Though alternatives like chocolate milk and fruit cups are available to replace soda and French fries as sides in kid’s meals across thousands of American fast-food chains, a new study claims that kids in the U.S. are not only opting for the unhealthier choices when dining out — they’re consuming more fast food than in years past.
The Rudd Center for Food Policy and Obesity at the University of Connecticut published earlier this week the findings of a study that polled roughly 800 parents in 2010, 2013, and 2016 regarding what they had ordered from the nation’s four largest fast-food chains — McDonald's, Burger King, Wendy's and Subway — for their children (ages 2 through 11) in the past seven days.

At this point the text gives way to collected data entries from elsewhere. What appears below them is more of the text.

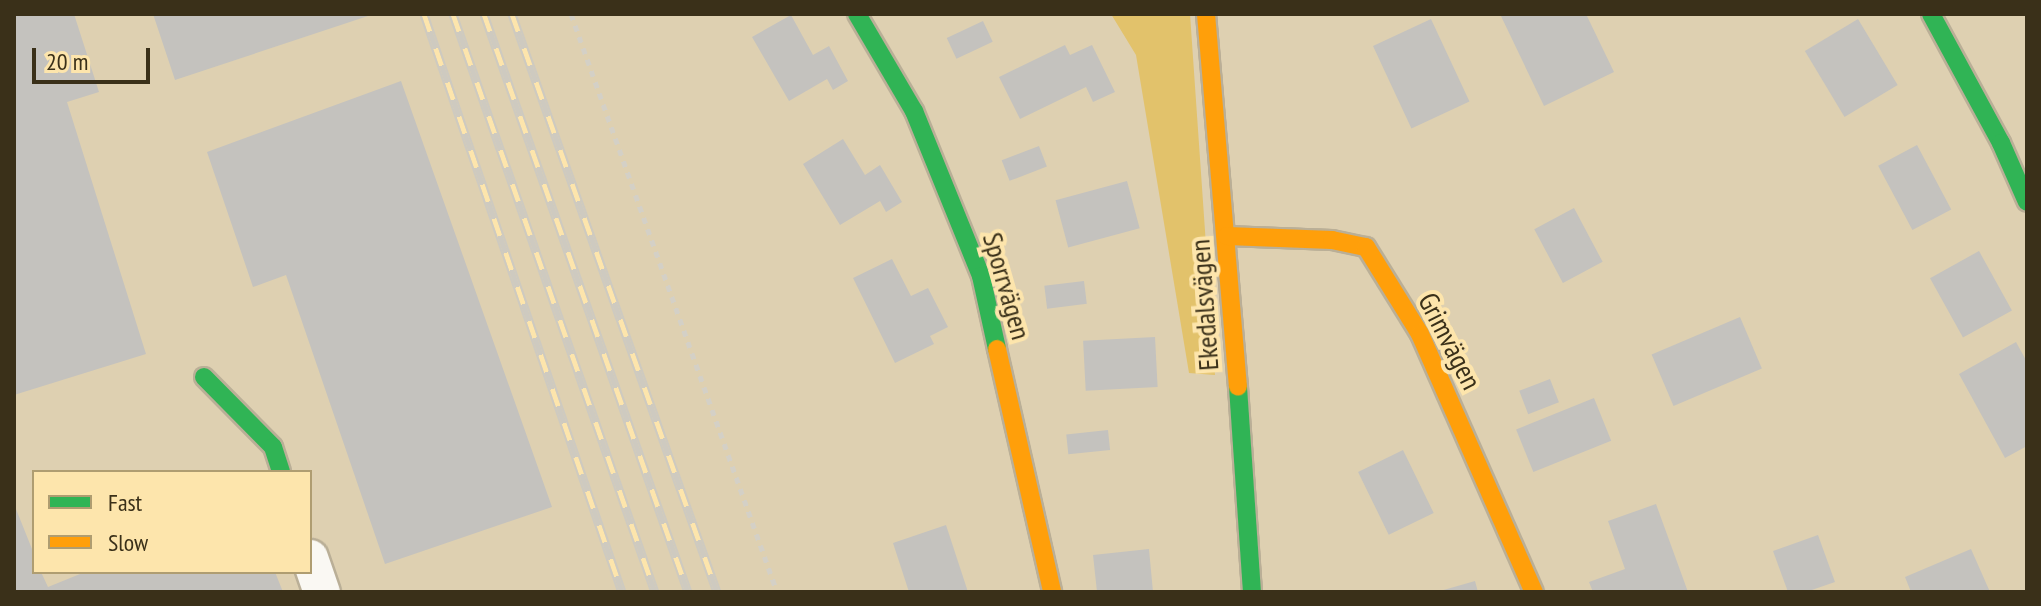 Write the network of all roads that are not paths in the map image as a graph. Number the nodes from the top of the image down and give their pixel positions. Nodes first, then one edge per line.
1 (857, 14) edge
2 (1206, 14) edge
3 (1931, 14) edge
4 (2027, 202) edge
5 (1227, 236) junction
6 (204, 377) dead end
7 (280, 470) edge
8 (312, 564) edge
9 (322, 592) edge
10 (1052, 592) edge
11 (1252, 592) edge
12 (1534, 592) edge

1 - 10 street, Sporrvägen
2 - 5 street, Ekedalsvägen
3 - 4 street
5 - 11 street, Ekedalsvägen
5 - 12 street, Grimvägen
6 - 7 street
8 - 9 street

In the results, 91 percent of respondents said they had bought lunch or dinner for their child from one of the fast-food eateries, a leap up from 79 percent in 2010. Seventy-four percent of respondents additionally reported receiving unhealthy drinks and/or side items with their child’s meal as well.
The UConn researchers argue that youngsters are continuing to receive the less nutritious side options as many restaurants “still automatically provide” sodas and fries, which are also “widely” promoted inside the stores with advertising materials.

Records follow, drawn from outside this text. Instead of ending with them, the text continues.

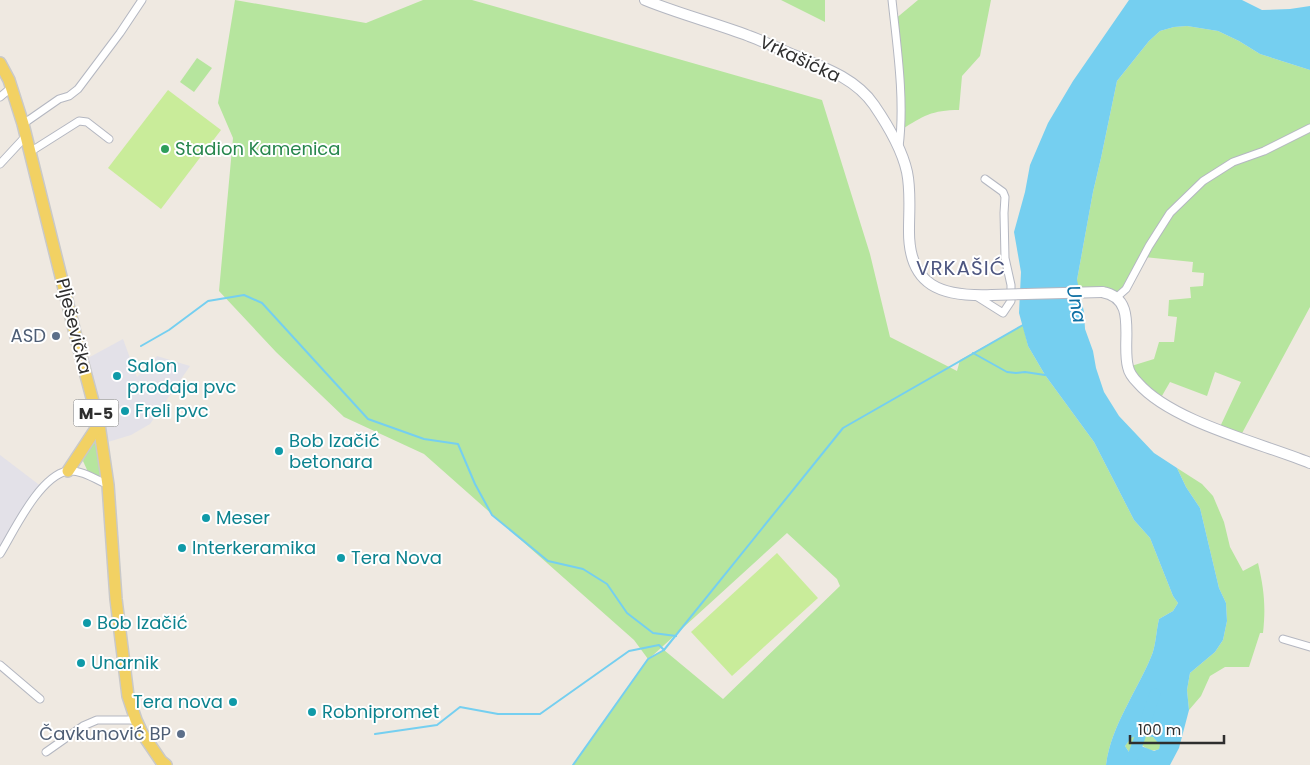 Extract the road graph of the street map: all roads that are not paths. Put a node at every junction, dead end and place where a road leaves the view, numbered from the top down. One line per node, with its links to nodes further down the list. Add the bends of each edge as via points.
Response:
1 (142, 0): 7 (street, via 78,89)
2 (645, 0): 11 (street, Vrkašićka, via 751,36 827,68 854,84 873,103)
3 (892, 0): 11 (street, via 901,130)
4 (0, 63): 5 (main road, Plješevička / M-5)
5 (12, 87): 6 (street); 7 (main road, Plješevička / M-5)
6 (0, 97)
7 (23, 124): 9 (main road, Plješevička / M-5)
8 (1310, 128): 16 (street, via 1233,162 1202,181 1170,213 1126,289)
9 (26, 136): 12 (main road, Plješevička / M-5); 13 (street)
10 (109, 139): 12 (street, via 87,122 79,121)
11 (898, 149): 15 (street, Vrkašićka, via 907,173 909,240 917,269 924,280 936,288)
12 (30, 152): 17 (main road, Plješevička / M-5)
13 (0, 164)
14 (985, 179): 15 (street, via 1005,197 1006,258 1011,301 1003,313)
15 (976, 296): 16 (street, Vrkašićka, bridge, via 1102,292)
16 (1117, 297): 18 (street, via 1122,302 1125,316 1128,367 1149,394 1198,421)
17 (99, 424): 19 (main road); 20 (main road, Plješevička / M-5)
18 (1310, 463)
19 (68, 471): 20 (street); 21 (street, via 42,487)
20 (108, 485): 26 (main road, Plješevička / M-5, via 125,679)
21 (0, 554)
22 (1283, 639): 23 (street)
23 (1310, 646)
24 (0, 665): 25 (street)
25 (40, 699)
26 (136, 720): 27 (street, via 97,720); 28 (main road, Plješevička / M-5, via 146,740)
27 (46, 752)
28 (166, 765)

"The marketing of the healthy options available is getting people in the door, but it's unlikely they'll take the effort to ask if [the restaurant has] something healthier," lead author Dr. Jennifer L. Harris told NPR. "If fast-food restaurants start automatically giving patients healthy choices, that would be encouraging.”
All promotions aside, Harris wants parents to remember that fast food “mains” of burgers and chicken nuggets are not the most healthy options.
"It's important to communicate that fast-food meals are not healthy options. Replacing soda with milk or water doesn't make the meal healthy," she added. "It's a small step, but in the right direction."